Problem description: Wherever "Drive" shows up in the records below, copy the whole line.

Dataset records:
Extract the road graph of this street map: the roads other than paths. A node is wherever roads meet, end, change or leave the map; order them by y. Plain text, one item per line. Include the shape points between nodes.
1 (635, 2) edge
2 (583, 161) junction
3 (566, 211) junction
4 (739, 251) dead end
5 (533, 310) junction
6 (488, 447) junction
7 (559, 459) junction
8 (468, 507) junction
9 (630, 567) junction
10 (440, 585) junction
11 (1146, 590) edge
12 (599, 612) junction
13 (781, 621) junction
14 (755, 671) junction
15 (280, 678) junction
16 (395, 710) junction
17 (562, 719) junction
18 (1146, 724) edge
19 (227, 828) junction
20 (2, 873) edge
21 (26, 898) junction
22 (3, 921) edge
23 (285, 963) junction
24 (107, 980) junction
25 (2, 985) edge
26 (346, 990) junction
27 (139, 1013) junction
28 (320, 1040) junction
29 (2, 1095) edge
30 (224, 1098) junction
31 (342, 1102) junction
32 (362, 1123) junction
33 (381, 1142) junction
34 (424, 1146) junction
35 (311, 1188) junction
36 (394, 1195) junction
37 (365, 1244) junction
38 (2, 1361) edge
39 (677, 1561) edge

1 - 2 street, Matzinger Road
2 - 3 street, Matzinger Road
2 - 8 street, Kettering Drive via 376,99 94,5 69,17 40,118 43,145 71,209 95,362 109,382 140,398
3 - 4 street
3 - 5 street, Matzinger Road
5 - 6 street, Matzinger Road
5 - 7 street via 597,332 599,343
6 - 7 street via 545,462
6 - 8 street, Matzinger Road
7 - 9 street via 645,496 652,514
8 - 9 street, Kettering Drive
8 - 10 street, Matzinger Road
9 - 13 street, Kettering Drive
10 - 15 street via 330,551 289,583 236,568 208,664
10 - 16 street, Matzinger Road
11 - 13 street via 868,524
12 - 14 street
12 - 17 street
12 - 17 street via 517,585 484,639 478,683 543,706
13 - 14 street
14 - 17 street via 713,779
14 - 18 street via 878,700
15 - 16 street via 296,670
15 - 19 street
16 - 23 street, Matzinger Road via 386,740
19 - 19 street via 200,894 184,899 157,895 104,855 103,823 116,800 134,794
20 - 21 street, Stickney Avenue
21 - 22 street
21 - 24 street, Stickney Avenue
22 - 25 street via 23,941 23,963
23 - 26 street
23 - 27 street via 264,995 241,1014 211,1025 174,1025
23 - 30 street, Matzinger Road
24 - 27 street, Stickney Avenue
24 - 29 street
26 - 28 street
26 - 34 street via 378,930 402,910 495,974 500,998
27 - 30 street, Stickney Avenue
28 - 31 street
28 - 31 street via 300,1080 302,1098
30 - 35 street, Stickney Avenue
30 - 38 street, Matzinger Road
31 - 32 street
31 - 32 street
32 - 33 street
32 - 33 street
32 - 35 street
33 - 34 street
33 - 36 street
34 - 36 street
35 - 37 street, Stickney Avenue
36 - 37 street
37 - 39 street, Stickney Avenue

Response box:
2 - 8 street, Kettering Drive via 376,99 94,5 69,17 40,118 43,145 71,209 95,362 109,382 140,398
8 - 9 street, Kettering Drive
9 - 13 street, Kettering Drive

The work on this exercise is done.